■ RECORDS FOR THIS TASK

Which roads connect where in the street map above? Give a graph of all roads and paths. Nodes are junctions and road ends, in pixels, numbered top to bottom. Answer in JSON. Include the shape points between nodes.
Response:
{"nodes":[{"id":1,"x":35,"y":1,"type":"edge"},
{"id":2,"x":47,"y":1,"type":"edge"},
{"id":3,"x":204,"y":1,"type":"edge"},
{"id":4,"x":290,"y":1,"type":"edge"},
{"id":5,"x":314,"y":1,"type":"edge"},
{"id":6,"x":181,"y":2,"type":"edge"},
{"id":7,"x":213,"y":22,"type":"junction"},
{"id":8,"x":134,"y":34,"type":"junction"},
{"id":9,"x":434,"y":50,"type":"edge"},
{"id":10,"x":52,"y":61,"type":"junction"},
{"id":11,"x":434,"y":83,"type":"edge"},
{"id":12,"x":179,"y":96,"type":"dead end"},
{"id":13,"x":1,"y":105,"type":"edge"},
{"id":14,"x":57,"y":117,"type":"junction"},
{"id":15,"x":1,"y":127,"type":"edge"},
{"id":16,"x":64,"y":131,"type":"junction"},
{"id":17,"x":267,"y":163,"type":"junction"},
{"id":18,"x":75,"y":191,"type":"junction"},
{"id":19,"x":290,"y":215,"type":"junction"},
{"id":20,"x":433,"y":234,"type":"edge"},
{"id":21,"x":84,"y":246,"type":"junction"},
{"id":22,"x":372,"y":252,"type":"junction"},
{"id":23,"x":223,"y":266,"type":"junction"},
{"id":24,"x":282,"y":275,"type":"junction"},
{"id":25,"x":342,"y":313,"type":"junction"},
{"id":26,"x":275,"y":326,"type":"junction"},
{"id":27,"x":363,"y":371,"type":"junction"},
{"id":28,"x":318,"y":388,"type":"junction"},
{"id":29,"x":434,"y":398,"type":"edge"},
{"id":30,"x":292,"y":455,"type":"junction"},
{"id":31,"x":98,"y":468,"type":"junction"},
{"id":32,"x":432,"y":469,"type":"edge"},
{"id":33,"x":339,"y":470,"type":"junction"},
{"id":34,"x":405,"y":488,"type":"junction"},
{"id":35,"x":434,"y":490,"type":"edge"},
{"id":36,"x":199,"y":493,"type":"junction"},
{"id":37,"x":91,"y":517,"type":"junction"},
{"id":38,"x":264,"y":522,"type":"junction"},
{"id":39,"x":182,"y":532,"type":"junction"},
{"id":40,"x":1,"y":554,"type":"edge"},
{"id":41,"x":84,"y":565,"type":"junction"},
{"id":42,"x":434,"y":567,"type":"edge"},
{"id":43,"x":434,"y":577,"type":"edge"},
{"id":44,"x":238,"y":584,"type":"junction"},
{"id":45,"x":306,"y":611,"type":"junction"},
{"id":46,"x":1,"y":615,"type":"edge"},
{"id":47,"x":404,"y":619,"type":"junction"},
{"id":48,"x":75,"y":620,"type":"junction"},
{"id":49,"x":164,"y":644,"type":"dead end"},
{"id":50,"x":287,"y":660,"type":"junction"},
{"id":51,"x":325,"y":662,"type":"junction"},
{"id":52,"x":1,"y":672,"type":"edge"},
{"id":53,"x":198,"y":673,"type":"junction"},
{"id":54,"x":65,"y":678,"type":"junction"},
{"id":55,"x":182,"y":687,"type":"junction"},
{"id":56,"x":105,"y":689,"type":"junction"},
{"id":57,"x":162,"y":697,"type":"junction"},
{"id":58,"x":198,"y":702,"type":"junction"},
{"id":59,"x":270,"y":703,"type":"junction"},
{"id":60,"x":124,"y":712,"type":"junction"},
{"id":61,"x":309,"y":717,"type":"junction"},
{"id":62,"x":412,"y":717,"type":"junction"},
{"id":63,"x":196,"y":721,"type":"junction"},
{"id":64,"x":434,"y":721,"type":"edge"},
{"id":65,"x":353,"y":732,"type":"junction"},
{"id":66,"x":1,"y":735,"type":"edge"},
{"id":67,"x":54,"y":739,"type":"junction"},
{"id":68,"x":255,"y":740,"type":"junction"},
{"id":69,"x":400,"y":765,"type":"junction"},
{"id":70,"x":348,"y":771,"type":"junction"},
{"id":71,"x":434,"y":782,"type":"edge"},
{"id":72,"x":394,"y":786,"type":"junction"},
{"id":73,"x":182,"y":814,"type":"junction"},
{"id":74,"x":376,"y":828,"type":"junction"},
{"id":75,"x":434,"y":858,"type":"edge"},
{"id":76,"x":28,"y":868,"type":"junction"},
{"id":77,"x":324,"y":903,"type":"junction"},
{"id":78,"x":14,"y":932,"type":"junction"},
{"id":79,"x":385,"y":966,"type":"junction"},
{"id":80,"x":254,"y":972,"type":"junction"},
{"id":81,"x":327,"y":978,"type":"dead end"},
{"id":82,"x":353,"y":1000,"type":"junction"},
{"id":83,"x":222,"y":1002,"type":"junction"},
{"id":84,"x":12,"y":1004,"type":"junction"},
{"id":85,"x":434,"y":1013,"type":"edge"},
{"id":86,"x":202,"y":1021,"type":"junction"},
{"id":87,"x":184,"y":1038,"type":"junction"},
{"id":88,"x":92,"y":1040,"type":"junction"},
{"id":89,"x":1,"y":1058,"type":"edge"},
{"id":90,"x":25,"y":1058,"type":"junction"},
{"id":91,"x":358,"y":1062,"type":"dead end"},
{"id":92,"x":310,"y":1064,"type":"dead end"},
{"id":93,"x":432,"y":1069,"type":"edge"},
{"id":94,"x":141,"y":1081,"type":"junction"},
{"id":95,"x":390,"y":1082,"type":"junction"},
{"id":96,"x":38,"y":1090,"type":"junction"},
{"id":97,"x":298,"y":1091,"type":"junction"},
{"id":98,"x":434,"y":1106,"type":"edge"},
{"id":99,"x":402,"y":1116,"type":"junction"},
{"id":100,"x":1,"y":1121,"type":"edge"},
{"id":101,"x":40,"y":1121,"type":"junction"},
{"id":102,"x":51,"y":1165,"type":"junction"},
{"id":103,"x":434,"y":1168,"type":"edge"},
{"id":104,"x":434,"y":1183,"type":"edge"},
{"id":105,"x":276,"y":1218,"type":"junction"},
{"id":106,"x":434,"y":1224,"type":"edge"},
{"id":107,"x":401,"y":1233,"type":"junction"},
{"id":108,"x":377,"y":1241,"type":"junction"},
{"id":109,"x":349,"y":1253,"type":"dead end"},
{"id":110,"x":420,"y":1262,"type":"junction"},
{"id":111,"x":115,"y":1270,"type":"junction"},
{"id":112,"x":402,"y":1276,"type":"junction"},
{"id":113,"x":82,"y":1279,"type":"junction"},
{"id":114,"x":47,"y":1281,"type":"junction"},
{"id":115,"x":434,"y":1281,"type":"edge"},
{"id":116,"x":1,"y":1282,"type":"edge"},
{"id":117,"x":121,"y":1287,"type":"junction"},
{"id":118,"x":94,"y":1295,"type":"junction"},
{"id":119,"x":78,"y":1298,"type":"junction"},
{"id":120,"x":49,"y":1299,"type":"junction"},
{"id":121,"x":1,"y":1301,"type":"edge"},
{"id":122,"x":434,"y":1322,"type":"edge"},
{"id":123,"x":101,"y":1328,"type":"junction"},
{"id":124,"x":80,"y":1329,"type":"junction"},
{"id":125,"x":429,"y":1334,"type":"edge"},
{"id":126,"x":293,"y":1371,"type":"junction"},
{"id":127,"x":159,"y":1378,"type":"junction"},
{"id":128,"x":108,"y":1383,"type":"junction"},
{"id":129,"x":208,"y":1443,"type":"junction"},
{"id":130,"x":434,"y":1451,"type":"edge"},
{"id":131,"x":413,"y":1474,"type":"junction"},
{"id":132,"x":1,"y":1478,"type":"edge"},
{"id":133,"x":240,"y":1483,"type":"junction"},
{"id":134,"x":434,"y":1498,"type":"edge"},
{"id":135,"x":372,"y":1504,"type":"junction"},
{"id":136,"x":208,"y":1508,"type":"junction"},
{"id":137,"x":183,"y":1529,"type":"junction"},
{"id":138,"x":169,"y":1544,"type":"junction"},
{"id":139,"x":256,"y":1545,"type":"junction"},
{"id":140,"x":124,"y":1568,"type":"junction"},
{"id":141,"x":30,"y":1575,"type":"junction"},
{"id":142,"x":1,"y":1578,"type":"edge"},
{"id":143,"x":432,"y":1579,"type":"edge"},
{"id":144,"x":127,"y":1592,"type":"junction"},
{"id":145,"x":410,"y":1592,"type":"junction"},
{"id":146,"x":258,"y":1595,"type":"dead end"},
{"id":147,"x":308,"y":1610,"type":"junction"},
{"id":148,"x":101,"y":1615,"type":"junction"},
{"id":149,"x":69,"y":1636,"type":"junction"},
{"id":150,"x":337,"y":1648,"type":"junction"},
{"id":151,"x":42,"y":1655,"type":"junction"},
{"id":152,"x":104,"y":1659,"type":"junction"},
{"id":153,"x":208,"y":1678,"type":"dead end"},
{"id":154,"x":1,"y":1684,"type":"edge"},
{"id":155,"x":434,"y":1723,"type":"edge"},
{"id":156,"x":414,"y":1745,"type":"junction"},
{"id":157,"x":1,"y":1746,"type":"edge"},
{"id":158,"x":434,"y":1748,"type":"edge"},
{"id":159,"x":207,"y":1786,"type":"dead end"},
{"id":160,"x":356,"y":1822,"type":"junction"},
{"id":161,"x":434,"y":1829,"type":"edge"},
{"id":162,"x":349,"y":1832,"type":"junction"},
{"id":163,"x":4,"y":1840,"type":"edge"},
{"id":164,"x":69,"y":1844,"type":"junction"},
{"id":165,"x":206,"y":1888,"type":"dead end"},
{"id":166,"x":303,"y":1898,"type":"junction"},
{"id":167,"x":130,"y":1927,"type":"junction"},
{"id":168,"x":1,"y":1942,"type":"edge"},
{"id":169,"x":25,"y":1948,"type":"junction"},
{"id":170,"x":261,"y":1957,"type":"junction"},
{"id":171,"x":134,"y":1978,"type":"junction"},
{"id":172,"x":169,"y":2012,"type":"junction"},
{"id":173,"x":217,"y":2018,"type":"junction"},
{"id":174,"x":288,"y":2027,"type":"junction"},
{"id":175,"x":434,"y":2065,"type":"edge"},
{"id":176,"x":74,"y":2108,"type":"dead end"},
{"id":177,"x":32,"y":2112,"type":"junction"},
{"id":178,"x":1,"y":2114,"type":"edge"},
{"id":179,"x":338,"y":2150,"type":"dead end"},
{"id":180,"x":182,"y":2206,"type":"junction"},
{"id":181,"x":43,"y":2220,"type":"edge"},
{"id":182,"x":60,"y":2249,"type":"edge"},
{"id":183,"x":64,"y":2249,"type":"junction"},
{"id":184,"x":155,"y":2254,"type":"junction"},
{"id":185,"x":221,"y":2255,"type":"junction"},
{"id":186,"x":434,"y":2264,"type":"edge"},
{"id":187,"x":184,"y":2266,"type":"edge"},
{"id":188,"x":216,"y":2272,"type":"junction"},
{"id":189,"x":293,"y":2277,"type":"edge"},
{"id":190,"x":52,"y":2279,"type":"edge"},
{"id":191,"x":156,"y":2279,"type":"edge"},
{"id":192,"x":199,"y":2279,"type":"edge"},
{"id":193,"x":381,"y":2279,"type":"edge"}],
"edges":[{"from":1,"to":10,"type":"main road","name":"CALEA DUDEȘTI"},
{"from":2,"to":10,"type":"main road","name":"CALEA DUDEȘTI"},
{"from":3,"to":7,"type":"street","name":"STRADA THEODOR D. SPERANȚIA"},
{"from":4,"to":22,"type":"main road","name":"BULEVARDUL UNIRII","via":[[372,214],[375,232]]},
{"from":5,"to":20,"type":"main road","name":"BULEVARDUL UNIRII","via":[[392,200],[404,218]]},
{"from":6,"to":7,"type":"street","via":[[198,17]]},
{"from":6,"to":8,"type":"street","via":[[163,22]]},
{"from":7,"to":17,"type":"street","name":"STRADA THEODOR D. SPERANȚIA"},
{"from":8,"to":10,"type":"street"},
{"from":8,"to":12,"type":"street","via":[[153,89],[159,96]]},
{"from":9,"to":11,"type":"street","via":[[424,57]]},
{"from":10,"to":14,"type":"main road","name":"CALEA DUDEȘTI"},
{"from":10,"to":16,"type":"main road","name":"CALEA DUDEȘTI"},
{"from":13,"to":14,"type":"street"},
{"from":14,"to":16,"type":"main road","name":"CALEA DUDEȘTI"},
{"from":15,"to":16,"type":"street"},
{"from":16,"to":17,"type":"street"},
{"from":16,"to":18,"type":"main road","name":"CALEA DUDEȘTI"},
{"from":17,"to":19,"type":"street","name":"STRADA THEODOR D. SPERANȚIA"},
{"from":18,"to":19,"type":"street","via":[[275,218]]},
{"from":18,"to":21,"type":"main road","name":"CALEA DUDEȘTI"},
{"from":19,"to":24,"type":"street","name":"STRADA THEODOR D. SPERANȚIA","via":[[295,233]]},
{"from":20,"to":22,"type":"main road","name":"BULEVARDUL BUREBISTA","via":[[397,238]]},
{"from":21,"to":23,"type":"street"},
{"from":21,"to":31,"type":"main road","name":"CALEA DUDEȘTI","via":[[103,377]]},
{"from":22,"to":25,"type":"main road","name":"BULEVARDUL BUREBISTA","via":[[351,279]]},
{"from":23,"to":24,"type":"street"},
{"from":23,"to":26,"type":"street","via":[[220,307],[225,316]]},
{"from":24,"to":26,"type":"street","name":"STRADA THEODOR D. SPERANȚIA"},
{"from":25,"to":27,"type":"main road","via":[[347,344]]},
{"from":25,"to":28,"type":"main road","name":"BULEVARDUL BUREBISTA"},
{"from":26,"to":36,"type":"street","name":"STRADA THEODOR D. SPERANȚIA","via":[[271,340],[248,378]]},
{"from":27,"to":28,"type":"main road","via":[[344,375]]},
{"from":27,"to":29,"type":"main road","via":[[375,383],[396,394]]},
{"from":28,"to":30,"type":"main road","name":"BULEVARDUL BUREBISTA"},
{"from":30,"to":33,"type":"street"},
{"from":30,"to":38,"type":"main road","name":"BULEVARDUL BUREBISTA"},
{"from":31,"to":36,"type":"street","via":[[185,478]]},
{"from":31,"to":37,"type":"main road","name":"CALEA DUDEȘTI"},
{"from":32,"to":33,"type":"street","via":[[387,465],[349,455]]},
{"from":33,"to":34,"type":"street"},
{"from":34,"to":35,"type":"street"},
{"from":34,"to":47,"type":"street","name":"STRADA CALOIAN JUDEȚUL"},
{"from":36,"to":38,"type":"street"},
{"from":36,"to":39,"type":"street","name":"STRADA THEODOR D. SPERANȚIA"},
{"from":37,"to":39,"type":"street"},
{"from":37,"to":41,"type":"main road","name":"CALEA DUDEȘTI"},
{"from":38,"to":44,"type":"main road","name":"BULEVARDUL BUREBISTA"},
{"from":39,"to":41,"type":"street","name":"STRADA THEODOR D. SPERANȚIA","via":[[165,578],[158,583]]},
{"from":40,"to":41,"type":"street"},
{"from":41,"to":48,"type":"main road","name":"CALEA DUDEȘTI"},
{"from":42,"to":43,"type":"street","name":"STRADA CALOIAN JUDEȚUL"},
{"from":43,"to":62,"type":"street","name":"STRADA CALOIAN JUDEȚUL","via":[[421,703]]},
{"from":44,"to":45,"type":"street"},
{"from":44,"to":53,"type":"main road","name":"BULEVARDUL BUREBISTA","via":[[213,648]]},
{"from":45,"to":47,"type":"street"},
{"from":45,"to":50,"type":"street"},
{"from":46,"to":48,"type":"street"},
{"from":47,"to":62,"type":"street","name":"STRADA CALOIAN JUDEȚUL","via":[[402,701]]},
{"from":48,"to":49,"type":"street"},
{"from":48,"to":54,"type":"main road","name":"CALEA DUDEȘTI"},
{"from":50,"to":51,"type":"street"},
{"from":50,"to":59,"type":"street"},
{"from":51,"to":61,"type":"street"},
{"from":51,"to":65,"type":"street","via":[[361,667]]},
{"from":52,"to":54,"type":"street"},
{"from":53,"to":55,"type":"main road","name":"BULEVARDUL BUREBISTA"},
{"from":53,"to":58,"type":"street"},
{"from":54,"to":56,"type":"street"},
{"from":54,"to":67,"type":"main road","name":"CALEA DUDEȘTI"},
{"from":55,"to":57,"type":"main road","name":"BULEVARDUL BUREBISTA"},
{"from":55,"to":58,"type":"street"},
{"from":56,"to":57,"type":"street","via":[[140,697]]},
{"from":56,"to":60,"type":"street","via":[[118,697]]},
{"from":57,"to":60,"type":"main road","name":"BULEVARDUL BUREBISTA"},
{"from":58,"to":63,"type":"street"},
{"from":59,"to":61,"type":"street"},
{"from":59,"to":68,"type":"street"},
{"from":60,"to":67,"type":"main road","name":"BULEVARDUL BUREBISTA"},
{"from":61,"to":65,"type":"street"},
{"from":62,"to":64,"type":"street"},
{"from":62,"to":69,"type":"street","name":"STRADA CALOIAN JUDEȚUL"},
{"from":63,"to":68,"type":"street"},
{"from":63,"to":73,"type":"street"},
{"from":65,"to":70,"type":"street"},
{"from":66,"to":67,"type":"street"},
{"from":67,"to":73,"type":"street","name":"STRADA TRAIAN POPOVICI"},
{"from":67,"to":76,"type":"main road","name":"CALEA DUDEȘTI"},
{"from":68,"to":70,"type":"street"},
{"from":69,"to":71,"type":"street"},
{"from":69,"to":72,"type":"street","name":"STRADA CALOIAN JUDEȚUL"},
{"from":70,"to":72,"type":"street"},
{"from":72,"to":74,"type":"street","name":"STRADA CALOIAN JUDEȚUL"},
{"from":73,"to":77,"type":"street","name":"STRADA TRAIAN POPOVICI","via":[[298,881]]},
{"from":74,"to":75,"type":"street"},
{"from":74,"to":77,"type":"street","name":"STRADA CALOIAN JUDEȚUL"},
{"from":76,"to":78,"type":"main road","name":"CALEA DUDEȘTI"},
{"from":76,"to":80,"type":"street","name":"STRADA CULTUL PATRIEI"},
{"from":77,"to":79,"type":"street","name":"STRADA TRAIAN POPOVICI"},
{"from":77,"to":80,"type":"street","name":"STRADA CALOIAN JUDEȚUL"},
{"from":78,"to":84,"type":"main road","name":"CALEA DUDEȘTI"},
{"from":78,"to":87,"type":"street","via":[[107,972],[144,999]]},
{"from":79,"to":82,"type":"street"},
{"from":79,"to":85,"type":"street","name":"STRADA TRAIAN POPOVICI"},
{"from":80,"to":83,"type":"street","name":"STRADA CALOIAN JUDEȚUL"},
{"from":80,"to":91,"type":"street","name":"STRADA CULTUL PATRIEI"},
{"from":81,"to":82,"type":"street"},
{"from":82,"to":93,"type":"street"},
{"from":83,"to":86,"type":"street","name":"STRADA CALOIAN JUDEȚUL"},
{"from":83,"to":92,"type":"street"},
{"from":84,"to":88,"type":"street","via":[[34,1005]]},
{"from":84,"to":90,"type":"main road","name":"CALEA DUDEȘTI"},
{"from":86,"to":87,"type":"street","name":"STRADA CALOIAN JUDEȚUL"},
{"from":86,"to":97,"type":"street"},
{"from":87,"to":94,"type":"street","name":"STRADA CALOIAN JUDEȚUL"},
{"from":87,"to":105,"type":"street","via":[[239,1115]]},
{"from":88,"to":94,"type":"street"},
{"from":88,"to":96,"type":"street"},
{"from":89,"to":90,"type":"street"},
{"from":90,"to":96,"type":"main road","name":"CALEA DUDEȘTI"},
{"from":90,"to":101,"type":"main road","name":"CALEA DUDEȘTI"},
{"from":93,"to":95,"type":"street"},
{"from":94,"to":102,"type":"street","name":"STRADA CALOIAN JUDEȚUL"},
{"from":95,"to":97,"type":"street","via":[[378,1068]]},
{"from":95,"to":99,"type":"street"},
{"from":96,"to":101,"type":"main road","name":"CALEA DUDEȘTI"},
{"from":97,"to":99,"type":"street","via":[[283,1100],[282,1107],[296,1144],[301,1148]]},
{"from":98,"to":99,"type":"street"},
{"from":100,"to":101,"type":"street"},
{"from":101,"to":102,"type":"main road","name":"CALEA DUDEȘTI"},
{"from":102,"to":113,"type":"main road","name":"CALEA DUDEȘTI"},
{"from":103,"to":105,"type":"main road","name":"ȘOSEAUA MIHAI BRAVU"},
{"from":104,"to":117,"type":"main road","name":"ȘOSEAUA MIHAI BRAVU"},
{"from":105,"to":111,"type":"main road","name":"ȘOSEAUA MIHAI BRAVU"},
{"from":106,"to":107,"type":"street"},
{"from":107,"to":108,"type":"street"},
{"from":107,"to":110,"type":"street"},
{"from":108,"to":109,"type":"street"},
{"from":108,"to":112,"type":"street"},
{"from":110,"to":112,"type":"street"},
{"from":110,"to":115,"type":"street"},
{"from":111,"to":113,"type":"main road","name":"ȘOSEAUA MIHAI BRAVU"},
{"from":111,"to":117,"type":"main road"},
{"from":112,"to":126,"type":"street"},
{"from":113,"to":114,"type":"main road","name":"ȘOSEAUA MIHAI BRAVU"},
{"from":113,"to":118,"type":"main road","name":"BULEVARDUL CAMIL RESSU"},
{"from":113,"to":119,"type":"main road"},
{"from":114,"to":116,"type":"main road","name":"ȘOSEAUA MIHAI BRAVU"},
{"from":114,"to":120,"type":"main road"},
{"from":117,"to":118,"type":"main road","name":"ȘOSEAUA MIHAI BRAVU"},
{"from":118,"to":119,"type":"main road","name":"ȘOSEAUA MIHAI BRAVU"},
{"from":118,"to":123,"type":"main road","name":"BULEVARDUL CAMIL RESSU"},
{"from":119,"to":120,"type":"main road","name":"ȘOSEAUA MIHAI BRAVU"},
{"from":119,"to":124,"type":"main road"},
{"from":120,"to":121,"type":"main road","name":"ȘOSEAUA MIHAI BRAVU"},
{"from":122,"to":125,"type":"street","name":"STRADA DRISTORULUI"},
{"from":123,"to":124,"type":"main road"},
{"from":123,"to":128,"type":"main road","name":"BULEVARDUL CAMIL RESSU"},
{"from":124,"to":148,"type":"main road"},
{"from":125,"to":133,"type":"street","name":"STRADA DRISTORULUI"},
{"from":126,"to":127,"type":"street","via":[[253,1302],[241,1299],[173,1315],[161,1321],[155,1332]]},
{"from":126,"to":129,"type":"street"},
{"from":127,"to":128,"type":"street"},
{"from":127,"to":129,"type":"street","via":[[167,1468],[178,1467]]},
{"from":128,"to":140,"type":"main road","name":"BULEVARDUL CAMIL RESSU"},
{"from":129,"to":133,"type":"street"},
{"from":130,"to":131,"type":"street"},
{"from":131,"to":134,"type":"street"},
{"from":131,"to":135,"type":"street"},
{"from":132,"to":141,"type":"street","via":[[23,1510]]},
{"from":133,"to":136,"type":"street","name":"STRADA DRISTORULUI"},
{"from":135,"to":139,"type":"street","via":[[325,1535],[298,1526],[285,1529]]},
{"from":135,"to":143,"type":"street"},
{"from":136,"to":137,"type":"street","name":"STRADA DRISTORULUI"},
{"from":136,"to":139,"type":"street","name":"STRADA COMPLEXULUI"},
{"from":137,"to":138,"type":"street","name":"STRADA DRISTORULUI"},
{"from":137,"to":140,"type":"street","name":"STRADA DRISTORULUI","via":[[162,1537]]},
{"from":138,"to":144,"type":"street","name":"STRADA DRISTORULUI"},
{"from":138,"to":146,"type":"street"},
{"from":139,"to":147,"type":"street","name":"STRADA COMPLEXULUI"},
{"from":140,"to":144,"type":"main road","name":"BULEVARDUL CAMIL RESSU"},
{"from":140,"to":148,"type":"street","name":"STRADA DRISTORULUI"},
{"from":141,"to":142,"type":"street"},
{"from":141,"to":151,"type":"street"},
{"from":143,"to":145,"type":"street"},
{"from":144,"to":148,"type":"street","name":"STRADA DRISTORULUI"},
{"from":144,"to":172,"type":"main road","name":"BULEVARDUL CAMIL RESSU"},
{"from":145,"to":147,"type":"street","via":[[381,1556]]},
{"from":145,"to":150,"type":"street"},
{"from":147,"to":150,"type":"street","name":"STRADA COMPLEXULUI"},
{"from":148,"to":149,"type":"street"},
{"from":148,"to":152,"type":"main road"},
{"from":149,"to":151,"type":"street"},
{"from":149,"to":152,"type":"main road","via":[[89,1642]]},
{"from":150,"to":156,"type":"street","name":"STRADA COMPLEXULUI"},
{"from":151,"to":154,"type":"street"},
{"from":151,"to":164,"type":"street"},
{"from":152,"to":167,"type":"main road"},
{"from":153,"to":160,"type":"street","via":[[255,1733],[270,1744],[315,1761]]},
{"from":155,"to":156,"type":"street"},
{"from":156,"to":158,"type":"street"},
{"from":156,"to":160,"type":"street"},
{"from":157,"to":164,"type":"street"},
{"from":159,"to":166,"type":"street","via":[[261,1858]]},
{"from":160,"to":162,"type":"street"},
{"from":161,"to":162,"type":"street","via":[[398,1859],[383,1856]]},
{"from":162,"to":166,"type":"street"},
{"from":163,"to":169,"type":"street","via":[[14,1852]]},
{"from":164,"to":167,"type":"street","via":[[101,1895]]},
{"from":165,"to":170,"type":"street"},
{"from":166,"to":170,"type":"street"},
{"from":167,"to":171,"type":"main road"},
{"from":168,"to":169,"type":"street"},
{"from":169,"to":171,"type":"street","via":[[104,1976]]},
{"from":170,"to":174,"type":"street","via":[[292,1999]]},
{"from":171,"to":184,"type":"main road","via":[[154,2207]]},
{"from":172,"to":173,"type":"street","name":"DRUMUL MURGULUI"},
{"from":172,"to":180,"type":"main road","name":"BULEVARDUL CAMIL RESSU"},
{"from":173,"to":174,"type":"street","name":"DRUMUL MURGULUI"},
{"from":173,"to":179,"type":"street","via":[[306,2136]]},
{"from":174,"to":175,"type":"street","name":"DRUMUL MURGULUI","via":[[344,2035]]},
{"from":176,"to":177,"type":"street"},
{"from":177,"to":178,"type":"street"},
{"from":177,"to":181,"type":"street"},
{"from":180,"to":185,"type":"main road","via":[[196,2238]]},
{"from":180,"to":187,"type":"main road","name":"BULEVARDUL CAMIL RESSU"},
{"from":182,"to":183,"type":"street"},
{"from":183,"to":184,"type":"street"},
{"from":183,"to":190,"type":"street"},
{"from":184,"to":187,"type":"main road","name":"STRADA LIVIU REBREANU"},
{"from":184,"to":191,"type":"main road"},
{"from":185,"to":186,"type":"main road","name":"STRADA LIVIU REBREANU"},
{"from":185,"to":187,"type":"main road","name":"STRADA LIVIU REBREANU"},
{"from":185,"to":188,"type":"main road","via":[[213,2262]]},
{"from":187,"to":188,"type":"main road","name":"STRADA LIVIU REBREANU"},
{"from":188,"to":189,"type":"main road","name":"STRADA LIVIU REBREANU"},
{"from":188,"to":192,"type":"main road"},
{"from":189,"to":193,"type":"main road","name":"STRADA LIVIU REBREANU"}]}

■ TASK REQUIREMENTS
From the entries above, copy every line that holds the word "PATRIEI".

■ OUTPUT OF THE TASK
{"from":76,"to":80,"type":"street","name":"STRADA CULTUL PATRIEI"},
{"from":80,"to":91,"type":"street","name":"STRADA CULTUL PATRIEI"},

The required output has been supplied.